→ **TASK ITEM**
I need every line of the material below that includes the string "number".

----------

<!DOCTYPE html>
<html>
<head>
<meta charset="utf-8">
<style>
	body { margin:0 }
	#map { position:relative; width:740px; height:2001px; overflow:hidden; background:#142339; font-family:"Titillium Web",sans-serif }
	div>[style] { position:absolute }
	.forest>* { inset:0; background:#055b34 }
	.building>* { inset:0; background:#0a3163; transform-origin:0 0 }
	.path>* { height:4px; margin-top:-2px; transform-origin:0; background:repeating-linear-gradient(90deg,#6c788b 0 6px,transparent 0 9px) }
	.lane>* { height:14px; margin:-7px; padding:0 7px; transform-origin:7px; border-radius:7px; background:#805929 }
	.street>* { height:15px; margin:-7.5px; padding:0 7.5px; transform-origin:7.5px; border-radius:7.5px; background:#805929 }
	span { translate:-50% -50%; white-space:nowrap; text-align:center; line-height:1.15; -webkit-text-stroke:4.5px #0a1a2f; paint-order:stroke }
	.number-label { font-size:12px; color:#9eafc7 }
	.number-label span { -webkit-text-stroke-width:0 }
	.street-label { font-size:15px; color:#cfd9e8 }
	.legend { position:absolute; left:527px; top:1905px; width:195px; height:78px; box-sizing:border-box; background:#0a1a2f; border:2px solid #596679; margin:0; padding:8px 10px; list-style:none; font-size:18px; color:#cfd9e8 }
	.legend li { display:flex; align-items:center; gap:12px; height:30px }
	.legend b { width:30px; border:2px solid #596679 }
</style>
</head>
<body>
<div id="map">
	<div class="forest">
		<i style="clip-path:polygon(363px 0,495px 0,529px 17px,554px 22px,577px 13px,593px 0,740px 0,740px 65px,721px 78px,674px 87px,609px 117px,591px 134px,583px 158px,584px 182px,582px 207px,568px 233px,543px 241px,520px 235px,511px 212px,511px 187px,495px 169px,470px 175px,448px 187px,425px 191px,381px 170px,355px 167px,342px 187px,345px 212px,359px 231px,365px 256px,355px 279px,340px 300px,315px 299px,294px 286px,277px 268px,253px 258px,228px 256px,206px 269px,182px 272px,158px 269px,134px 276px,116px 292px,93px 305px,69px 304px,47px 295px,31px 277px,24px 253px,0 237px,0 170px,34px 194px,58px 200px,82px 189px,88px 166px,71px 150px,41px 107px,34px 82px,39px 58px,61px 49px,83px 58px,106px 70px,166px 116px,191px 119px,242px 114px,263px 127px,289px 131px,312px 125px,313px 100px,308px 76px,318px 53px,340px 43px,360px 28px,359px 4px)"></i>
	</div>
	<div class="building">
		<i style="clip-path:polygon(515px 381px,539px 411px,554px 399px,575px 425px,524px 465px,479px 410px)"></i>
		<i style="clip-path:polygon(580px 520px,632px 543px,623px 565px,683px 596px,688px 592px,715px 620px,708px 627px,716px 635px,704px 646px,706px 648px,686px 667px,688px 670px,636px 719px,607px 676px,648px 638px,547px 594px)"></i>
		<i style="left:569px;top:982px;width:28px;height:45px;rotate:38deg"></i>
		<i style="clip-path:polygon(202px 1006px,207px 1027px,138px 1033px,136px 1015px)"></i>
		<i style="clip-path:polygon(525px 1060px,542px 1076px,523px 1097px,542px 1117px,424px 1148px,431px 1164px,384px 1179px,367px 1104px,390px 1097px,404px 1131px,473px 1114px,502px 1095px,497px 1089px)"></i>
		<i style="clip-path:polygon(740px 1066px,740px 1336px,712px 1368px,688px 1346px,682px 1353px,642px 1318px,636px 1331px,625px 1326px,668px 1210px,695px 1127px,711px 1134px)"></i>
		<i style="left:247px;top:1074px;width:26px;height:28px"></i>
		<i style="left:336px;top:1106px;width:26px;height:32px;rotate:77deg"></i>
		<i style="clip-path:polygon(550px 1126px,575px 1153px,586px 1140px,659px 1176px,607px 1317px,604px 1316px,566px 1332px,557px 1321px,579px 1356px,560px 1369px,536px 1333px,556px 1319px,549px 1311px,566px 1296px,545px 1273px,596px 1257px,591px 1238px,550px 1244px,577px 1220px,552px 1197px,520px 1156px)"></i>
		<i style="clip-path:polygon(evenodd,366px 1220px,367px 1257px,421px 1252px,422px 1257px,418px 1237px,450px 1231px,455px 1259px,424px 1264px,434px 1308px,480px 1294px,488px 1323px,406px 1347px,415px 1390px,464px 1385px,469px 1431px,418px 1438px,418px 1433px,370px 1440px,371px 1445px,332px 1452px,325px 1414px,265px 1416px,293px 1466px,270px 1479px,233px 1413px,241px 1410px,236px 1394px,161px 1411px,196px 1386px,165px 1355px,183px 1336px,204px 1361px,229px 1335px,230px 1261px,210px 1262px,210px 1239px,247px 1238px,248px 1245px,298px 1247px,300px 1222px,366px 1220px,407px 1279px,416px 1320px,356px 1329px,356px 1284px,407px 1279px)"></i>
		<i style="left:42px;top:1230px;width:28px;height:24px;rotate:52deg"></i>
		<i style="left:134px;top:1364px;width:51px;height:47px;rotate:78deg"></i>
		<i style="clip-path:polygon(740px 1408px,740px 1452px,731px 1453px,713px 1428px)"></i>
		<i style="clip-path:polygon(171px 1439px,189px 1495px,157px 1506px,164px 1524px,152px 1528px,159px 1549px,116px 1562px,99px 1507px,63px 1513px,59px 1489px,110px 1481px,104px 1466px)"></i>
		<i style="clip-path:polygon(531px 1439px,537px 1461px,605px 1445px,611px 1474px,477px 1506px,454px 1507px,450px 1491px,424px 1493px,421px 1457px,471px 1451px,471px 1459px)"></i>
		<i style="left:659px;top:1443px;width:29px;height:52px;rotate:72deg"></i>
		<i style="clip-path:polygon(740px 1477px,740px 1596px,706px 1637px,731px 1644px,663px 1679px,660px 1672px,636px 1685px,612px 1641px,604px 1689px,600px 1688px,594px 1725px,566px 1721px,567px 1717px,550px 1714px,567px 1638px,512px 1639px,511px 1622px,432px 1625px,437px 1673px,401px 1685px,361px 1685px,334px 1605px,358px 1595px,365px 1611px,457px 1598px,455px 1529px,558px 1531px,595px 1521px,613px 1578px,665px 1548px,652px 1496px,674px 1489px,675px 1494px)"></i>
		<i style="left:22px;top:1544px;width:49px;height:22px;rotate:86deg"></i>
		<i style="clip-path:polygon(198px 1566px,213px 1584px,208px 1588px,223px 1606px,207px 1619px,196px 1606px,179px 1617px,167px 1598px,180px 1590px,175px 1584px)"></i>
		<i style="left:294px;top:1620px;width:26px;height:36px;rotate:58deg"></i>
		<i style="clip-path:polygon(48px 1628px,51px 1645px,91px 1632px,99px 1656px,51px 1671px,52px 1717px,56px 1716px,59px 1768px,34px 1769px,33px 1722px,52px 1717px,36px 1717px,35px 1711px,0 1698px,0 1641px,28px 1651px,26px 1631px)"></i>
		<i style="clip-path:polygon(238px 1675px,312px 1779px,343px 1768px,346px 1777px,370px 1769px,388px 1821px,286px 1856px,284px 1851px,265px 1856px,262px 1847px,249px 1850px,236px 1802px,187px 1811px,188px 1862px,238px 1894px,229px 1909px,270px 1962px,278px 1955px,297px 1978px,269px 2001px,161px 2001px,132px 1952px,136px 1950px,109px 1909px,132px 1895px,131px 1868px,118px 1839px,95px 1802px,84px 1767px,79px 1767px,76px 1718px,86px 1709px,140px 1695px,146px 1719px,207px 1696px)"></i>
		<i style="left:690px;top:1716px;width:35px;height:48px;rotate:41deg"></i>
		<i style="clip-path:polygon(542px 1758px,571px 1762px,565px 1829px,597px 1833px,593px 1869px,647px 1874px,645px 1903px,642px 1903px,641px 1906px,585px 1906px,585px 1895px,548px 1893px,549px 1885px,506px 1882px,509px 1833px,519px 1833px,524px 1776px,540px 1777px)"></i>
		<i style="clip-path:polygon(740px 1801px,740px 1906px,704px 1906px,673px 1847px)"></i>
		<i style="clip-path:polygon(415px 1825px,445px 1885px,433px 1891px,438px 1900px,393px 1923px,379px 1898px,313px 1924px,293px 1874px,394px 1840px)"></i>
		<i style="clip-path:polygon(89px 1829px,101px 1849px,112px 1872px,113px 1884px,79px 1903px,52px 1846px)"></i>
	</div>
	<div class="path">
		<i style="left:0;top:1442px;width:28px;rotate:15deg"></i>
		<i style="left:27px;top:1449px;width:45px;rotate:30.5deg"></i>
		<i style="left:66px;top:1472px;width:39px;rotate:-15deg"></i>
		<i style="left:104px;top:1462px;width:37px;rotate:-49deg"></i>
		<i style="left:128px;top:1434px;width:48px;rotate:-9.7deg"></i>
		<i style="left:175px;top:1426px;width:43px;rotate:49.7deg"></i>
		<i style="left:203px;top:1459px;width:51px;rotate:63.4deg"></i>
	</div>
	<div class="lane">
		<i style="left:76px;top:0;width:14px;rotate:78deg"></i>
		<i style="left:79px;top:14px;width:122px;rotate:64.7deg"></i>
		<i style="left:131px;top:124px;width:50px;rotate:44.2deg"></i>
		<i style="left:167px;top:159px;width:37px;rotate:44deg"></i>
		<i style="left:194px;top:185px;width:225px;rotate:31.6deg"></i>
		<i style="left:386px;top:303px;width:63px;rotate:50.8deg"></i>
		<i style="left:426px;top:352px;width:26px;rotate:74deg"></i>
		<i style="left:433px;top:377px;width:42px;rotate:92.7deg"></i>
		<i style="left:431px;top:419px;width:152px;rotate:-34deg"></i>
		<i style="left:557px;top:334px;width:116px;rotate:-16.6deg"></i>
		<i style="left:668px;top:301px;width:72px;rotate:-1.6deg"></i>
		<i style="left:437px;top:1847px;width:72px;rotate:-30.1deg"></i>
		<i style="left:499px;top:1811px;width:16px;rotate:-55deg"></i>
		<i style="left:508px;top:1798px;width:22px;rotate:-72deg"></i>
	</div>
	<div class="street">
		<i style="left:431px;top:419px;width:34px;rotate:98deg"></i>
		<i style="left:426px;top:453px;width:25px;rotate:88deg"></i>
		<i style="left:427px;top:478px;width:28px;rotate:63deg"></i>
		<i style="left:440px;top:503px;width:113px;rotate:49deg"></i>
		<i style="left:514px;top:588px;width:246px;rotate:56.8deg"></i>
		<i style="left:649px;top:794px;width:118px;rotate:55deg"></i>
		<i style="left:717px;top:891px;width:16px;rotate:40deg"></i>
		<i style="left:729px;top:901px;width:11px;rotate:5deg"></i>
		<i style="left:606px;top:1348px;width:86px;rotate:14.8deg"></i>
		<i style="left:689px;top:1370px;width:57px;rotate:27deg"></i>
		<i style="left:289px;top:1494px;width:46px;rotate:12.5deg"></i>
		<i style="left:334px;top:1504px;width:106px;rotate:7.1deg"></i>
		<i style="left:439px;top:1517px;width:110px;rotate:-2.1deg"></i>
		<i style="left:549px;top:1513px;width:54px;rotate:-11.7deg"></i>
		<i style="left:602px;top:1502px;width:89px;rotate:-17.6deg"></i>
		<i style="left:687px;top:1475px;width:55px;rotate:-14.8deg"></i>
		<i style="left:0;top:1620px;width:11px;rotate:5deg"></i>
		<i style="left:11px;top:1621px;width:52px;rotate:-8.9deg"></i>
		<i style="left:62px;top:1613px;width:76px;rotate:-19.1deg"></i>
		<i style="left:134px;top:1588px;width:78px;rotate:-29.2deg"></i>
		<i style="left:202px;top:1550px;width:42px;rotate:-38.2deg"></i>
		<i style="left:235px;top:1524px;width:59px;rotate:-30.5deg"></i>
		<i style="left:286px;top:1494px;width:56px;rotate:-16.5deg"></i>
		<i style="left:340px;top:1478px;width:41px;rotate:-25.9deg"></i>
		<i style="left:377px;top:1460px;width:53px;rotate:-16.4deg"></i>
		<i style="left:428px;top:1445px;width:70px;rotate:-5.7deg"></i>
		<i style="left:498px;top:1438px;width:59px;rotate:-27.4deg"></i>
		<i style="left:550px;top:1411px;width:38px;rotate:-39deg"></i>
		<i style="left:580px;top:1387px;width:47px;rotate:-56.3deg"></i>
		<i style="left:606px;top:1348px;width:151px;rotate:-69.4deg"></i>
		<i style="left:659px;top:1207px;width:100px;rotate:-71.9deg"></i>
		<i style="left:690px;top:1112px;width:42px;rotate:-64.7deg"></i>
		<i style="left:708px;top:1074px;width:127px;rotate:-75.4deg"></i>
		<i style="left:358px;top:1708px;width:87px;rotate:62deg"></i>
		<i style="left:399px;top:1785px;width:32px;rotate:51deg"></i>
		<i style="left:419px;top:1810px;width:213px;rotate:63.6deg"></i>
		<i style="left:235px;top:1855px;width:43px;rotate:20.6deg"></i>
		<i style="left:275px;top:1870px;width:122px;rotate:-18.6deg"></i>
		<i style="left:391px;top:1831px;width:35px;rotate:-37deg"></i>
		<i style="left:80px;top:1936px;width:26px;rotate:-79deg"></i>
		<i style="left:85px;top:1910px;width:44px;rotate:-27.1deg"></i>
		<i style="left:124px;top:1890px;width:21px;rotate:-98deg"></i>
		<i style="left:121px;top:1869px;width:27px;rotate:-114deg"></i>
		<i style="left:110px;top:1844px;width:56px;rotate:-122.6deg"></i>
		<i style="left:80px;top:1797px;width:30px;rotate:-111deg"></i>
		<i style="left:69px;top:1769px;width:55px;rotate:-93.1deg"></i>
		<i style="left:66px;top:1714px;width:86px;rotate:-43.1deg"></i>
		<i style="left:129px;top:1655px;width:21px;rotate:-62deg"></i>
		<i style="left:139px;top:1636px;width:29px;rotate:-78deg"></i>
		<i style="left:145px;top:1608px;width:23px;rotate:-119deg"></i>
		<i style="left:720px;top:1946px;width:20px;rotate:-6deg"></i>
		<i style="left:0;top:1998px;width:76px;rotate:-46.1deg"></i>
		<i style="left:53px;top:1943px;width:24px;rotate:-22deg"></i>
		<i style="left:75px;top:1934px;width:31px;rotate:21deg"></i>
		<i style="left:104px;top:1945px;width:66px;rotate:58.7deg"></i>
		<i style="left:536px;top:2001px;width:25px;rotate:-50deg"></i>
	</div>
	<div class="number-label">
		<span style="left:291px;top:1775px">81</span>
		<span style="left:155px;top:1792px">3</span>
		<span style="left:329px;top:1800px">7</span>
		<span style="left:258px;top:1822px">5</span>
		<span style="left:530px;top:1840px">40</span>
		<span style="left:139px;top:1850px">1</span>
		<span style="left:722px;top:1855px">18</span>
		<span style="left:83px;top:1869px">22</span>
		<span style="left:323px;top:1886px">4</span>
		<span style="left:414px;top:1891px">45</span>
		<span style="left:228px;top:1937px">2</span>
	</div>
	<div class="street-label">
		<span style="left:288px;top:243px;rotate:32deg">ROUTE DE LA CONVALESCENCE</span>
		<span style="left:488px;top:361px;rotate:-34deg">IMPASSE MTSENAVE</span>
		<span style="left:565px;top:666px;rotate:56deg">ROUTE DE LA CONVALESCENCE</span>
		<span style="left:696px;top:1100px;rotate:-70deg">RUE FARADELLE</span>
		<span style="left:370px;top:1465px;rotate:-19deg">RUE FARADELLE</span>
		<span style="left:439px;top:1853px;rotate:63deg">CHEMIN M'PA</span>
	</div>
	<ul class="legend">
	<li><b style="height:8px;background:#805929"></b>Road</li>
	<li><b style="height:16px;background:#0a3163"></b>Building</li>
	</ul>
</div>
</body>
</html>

----------

→ **FINAL ANSWER**
	.number-label { font-size:12px; color:#9eafc7 }
	.number-label span { -webkit-text-stroke-width:0 }
	<div class="number-label">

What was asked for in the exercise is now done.